Triton Digital, LLC, formerly Triton Media Group, is a digital audio technology and advertising company based in Los Angeles.
The group was formally owned by E. W. Scripps Company which sold Triton to IHeartMedia in October 2020. The company works with audio publishers in over 35 countries including brands such as Pandora, Spotify, iHeartRadio, AccuRadio, CBS Radio, and ESPN Radio.

Company
Triton Digital was founded in August 2006 by Neal Schore and Mike Agovino in Sherman Oaks, California, in the Los Angeles area.
It was funded as a limited partnership by private investors.

Digital
Triton announced a partnership to resell Slipstream Radio in 2008.
Triton Digital acquired Ando Media in September 2009.
Ando Media was founded in 2004 in Denver, Colorado.
Ando developed software to audience measurement metrics for Internet radio, competing with the major firm Arbitron by 2006.
In 2011 Ernst & Young named Schore (chief executive of Triton Media at the time) entrepreneur of the year for Los Angeles area advertising companies.
In April 2011, the Media Rating Council accredited Triton's Webcast Metrics product.
In January 2013 Triton Digital pioneered the first programmatic audio ad exchange (named a2x.) In 2015 Triton Digital was acquired by Vector Capital.

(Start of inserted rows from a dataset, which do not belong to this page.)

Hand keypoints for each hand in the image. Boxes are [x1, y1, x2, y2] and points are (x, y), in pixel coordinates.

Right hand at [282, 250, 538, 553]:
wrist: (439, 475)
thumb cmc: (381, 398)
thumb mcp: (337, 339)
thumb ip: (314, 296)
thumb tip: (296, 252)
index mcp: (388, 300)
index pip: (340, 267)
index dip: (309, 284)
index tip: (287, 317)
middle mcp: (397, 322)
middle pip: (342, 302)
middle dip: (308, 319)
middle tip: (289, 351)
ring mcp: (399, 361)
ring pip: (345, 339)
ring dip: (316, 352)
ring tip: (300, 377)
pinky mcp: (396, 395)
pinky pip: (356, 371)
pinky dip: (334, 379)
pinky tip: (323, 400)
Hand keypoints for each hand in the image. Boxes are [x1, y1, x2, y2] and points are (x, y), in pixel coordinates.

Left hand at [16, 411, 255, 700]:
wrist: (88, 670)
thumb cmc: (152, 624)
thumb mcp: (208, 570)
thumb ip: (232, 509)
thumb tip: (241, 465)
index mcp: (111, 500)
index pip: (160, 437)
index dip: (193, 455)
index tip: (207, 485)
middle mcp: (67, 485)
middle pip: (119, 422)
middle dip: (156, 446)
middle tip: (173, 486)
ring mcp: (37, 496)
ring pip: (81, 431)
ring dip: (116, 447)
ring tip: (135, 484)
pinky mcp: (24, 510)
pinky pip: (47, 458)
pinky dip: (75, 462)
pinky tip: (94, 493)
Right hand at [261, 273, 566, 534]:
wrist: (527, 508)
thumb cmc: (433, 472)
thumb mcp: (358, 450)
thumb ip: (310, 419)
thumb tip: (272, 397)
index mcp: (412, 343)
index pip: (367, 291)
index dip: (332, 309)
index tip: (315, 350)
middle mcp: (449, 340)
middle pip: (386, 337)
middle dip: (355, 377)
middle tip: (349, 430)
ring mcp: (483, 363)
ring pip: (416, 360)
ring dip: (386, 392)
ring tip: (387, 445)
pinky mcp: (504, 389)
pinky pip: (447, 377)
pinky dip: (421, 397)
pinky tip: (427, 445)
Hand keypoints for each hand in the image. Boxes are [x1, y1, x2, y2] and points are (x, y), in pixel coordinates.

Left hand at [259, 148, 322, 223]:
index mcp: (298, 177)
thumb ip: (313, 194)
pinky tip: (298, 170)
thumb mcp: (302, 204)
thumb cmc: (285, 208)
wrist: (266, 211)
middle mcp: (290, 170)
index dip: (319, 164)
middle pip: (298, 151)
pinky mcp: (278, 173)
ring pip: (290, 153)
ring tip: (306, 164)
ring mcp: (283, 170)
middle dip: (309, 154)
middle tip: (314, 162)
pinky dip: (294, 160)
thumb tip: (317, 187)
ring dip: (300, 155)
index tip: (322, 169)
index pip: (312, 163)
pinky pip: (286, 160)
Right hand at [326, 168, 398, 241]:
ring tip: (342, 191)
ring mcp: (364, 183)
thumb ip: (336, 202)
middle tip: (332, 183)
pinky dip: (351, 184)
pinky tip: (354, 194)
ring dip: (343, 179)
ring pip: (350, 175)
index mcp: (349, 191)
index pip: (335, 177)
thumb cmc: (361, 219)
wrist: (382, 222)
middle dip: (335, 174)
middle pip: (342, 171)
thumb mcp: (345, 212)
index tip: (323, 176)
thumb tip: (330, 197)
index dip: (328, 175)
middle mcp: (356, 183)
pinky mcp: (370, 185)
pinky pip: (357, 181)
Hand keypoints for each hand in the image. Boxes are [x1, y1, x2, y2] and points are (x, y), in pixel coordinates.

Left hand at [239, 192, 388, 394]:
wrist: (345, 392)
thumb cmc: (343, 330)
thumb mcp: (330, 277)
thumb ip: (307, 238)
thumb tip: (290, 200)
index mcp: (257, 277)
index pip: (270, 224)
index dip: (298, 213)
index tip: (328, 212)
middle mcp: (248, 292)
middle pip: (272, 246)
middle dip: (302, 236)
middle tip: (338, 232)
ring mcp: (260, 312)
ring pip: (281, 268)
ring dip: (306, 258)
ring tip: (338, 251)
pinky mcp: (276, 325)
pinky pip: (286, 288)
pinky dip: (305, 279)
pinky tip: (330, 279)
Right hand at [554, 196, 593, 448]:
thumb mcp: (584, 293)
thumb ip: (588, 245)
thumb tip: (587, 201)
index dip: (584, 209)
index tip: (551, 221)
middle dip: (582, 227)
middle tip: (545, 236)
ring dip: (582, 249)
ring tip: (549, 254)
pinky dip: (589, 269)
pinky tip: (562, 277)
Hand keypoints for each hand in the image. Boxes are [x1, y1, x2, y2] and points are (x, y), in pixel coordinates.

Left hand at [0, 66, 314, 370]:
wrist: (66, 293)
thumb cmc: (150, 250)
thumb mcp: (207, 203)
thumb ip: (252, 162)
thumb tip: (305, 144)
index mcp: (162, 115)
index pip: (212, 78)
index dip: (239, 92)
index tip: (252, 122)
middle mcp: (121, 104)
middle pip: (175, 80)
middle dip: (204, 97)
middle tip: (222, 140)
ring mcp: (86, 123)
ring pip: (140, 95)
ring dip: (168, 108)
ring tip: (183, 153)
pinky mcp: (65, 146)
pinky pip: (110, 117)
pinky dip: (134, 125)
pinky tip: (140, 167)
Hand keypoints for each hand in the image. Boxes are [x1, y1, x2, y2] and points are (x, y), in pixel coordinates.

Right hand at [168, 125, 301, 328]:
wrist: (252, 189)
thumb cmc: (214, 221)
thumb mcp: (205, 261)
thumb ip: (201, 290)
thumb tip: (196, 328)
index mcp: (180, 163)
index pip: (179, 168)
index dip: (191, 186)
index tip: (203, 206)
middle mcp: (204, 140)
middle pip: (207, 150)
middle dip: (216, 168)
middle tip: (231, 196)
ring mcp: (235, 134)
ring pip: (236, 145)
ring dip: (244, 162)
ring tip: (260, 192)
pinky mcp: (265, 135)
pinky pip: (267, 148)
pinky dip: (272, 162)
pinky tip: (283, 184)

In October 2016, Triton launched Yield-Op, an in-house built SSP (Supply Side Platform) to power its ad exchange.

Acquisitions

Ando Media
In September 2009, Triton Media Group acquired Ando Media, a company which developed products for internet radio and the content delivery industry that assisted stations in monetizing their audience. These products include Webcast Metrics (audience measurement), Ad Injector (ad injection prior to or into a stream including impression measurement), and PodLoc (creates podcasts of any audio on the fly and make available for download as well as measurement). Ando Media had been formed in 2004 by a software company, Ando Media, Inc. and Aritaur Communications, Inc. an owner of radio stations and Internet related ventures.

E. W. Scripps Company
On October 17, 2018, the E. W. Scripps Company announced its intention to acquire Triton Digital for $150 million in cash. If approved, the sale is expected to close by the end of 2018. Scripps will continue to run Triton as a separate entity.

iHeartMedia
On February 17, 2021, iHeartMedia announced that it has entered into an agreement with The E. W. Scripps Company to acquire Triton Digital for $230 million.

Integrations 
In May 2019, TouchPoint DSP by dataxu integrated Triton Digital inventory.

Publishers 
In December 2018, Triton did a partnership with Deezer, distributing audio ads programmatic across 20 countries worldwide.

In April 2019, Stingray taped Triton for audio monetisation.

In November 2019, BFM (Malaysia) partners with Triton Digital for audio monetization.